- **WHAT THE EXERCISE ASKS**: Nothing should be left out: output all of the entries exactly.

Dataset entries
■ ■ ■
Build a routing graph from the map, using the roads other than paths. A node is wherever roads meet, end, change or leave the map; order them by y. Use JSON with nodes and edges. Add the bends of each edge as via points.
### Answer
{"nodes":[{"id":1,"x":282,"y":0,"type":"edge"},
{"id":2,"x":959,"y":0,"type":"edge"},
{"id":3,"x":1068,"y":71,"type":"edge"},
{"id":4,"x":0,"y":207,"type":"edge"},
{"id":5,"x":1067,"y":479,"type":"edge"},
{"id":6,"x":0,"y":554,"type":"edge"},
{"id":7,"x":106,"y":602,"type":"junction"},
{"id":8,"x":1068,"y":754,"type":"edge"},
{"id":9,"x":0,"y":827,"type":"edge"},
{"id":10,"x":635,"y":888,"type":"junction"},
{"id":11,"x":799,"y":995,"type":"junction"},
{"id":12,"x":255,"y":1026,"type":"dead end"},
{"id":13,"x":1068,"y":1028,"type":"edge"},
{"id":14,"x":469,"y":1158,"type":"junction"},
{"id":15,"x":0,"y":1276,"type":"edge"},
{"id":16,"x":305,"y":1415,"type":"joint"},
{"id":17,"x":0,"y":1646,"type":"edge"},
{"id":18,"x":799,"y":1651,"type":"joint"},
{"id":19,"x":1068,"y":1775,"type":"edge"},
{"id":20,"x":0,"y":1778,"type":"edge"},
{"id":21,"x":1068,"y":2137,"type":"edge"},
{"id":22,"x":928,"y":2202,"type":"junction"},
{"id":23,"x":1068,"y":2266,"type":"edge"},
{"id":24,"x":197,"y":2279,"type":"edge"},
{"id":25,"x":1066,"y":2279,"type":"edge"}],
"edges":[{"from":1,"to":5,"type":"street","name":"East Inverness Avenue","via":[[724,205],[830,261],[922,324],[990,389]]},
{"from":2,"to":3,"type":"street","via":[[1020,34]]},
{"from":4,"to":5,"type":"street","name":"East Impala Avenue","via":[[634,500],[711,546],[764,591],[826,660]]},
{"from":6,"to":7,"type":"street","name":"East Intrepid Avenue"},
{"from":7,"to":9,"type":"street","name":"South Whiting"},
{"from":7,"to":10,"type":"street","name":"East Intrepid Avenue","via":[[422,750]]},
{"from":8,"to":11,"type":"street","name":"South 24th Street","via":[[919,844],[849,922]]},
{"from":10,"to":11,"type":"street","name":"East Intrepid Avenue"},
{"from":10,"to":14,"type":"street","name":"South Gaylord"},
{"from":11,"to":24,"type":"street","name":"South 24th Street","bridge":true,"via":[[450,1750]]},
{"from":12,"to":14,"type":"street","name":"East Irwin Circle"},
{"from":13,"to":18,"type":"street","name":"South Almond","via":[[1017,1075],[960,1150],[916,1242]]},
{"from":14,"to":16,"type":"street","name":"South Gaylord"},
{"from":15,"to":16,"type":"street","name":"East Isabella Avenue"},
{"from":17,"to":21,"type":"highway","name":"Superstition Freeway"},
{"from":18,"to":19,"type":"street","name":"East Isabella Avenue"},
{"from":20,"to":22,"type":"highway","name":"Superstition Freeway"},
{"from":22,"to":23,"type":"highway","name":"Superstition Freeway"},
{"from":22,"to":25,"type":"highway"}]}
■ ■ ■
- **RESULT**:
Build a routing graph from the map, using the roads other than paths. A node is wherever roads meet, end, change or leave the map; order them by y. Use JSON with nodes and edges. Add the bends of each edge as via points.
### Answer
{"nodes":[{"id":1,"x":282,"y":0,"type":"edge"},
{"id":2,"x":959,"y":0,"type":"edge"},
{"id":3,"x":1068,"y":71,"type":"edge"},
{"id":4,"x":0,"y":207,"type":"edge"},
{"id":5,"x":1067,"y":479,"type":"edge"},
{"id":6,"x":0,"y":554,"type":"edge"},
{"id":7,"x":106,"y":602,"type":"junction"},
{"id":8,"x":1068,"y":754,"type":"edge"},
{"id":9,"x":0,"y":827,"type":"edge"},
{"id":10,"x":635,"y":888,"type":"junction"},
{"id":11,"x":799,"y":995,"type":"junction"},
{"id":12,"x":255,"y":1026,"type":"dead end"},
{"id":13,"x":1068,"y":1028,"type":"edge"},
{"id":14,"x":469,"y":1158,"type":"junction"},
{"id":15,"x":0,"y":1276,"type":"edge"},
{"id":16,"x":305,"y":1415,"type":"joint"},
{"id":17,"x":0,"y":1646,"type":"edge"},
{"id":18,"x":799,"y":1651,"type":"joint"},
{"id":19,"x":1068,"y":1775,"type":"edge"},
{"id":20,"x":0,"y":1778,"type":"edge"},
{"id":21,"x":1068,"y":2137,"type":"edge"},
{"id":22,"x":928,"y":2202,"type":"junction"},
{"id":23,"x":1068,"y":2266,"type":"edge"},
{"id":24,"x":197,"y":2279,"type":"edge"},
{"id":25,"x":1066,"y":2279,"type":"edge"}],
"edges":[{"from":1,"to":5,"type":"street","name":"East Inverness Avenue","via":[[724,205],[830,261],[922,324],[990,389]]},
{"from":2,"to":3,"type":"street","via":[[1020,34]]},
{"from":4,"to":5,"type":"street","name":"East Impala Avenue","via":[[634,500],[711,546],[764,591],[826,660]]},
{"from":6,"to":7,"type":"street","name":"East Intrepid Avenue"},
{"from":7,"to":9,"type":"street","name":"South Whiting"},
{"from":7,"to":10,"type":"street","name":"East Intrepid Avenue","via":[[422,750]]},
{"from":8,"to":11,"type":"street","name":"South 24th Street","via":[[919,844],[849,922]]},
{"from":10,"to":11,"type":"street","name":"East Intrepid Avenue"},
{"from":10,"to":14,"type":"street","name":"South Gaylord"},
{"from":11,"to":24,"type":"street","name":"South 24th Street","bridge":true,"via":[[450,1750]]},
{"from":12,"to":14,"type":"street","name":"East Irwin Circle"},
{"from":13,"to":18,"type":"street","name":"South Almond","via":[[1017,1075],[960,1150],[916,1242]]},
{"from":14,"to":16,"type":"street","name":"South Gaylord"},
{"from":15,"to":16,"type":"street","name":"East Isabella Avenue"},
{"from":17,"to":21,"type":"highway","name":"Superstition Freeway"},
{"from":18,"to":19,"type":"street","name":"East Isabella Avenue"},
{"from":20,"to":22,"type":"highway","name":"Superstition Freeway"},
{"from":22,"to":23,"type":"highway","name":"Superstition Freeway"},
{"from":22,"to":25,"type":"highway"}]}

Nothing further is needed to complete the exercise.